**Work instruction:**
Scan the listing and copy each line where the word "Harley" is present.
Start of Source material
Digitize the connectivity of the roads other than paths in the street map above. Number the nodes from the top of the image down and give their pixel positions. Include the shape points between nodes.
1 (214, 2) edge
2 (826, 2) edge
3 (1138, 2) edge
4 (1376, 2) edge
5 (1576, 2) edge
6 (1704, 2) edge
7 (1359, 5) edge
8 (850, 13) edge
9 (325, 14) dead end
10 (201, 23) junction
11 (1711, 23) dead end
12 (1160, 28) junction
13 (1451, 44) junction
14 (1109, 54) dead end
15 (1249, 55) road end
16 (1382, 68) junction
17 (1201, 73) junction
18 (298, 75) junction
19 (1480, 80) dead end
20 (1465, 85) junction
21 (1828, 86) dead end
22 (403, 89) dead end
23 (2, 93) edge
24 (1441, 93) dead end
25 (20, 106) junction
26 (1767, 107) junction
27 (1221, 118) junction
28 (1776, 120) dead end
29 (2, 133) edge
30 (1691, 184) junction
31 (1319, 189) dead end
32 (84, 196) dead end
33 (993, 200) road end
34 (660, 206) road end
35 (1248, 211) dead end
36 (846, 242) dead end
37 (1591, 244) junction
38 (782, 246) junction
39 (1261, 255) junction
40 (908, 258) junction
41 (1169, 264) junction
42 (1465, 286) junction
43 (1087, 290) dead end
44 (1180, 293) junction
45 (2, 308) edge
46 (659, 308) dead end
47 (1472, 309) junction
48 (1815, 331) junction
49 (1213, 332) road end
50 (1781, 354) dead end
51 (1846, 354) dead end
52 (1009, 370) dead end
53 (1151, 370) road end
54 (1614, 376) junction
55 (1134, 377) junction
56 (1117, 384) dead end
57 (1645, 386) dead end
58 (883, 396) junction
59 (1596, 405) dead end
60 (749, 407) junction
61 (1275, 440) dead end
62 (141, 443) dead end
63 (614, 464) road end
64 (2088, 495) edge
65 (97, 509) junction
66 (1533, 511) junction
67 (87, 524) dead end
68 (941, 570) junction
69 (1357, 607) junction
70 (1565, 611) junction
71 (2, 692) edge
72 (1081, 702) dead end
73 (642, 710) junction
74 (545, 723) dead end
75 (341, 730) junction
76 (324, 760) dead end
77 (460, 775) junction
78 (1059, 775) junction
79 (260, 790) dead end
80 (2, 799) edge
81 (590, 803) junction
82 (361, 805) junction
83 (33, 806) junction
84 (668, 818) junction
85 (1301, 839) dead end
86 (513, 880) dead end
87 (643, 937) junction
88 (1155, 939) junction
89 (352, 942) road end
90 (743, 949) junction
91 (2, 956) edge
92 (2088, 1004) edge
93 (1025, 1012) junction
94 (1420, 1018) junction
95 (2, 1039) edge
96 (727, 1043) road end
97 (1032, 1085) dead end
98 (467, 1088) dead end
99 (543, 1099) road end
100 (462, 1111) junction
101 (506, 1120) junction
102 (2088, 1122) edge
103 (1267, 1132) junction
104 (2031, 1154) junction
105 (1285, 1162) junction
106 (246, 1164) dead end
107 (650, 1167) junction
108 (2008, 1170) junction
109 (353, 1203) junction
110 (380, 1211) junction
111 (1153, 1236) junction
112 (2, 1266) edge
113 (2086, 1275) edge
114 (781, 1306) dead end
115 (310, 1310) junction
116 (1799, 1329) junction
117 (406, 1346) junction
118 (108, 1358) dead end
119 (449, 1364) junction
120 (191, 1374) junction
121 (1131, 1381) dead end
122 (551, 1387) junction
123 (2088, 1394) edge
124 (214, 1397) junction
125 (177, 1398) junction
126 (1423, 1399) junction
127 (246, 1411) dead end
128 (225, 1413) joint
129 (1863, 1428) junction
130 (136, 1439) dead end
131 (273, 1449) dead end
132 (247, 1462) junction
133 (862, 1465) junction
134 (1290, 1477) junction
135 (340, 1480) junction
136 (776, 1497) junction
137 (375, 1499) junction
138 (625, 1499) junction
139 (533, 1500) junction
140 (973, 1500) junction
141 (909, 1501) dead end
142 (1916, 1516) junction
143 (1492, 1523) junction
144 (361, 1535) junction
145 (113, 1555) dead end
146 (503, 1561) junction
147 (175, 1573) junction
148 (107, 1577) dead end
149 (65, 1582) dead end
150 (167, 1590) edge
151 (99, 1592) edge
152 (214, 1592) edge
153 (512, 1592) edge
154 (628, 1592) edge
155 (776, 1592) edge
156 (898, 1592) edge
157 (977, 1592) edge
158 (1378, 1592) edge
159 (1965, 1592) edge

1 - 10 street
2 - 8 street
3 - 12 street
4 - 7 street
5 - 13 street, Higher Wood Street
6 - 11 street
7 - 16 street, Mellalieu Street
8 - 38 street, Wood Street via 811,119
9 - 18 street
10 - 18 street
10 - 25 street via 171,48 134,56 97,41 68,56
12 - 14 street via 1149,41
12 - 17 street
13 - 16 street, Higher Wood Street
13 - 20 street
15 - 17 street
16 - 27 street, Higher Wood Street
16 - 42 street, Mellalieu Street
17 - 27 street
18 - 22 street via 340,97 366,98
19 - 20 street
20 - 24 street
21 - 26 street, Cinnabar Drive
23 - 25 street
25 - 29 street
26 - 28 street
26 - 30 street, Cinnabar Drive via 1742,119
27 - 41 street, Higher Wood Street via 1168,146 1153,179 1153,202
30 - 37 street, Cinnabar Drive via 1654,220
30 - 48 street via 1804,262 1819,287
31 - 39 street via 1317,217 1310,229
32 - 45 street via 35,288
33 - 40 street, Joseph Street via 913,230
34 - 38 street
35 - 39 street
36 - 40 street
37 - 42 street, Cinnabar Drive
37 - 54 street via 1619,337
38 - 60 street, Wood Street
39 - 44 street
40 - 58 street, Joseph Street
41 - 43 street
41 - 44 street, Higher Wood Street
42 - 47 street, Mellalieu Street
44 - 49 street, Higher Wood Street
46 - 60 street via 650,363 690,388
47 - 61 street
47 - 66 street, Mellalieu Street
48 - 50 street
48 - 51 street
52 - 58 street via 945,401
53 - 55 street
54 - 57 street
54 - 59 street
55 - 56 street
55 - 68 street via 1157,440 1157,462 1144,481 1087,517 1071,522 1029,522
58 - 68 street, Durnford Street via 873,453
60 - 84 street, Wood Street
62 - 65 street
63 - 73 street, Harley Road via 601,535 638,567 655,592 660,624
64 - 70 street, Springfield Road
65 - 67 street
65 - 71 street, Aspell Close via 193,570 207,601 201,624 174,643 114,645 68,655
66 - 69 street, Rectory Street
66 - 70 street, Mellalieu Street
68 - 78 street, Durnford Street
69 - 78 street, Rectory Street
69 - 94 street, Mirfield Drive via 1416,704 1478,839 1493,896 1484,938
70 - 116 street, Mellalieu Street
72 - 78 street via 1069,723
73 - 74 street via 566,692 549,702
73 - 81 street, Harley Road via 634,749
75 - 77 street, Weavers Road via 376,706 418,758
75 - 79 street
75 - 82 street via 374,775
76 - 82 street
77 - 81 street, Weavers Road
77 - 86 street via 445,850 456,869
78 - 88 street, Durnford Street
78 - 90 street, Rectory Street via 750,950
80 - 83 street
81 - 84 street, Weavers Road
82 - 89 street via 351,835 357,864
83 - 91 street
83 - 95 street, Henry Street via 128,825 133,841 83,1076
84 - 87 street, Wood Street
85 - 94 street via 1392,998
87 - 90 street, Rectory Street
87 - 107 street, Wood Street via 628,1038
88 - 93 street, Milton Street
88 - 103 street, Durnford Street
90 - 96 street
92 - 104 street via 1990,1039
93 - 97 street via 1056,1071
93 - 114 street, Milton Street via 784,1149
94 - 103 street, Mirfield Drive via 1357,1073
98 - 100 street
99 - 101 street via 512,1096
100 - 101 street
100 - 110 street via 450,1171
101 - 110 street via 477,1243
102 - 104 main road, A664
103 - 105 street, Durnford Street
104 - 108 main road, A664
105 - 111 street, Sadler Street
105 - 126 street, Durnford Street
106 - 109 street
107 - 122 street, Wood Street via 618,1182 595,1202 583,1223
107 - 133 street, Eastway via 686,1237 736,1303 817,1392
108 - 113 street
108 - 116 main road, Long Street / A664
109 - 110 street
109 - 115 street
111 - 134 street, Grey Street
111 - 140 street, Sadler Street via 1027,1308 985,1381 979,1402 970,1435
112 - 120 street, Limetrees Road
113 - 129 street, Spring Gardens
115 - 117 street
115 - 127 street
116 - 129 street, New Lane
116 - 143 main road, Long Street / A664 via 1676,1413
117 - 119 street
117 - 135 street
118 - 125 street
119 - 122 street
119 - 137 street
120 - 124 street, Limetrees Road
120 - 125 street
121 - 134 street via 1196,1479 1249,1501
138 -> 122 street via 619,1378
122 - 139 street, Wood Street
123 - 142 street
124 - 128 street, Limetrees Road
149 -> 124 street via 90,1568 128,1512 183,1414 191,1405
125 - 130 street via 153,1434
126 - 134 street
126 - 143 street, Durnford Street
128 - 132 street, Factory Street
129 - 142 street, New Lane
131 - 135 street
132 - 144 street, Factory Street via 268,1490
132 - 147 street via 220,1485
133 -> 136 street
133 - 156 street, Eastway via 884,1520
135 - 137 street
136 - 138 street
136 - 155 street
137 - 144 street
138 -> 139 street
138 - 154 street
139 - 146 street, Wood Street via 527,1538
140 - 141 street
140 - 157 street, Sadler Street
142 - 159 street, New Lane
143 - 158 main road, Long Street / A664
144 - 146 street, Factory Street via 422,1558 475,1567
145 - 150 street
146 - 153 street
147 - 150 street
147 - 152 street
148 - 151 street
End of Source material
**Response area:**
63 - 73 street, Harley Road via 601,535 638,567 655,592 660,624
73 - 81 street, Harley Road via 634,749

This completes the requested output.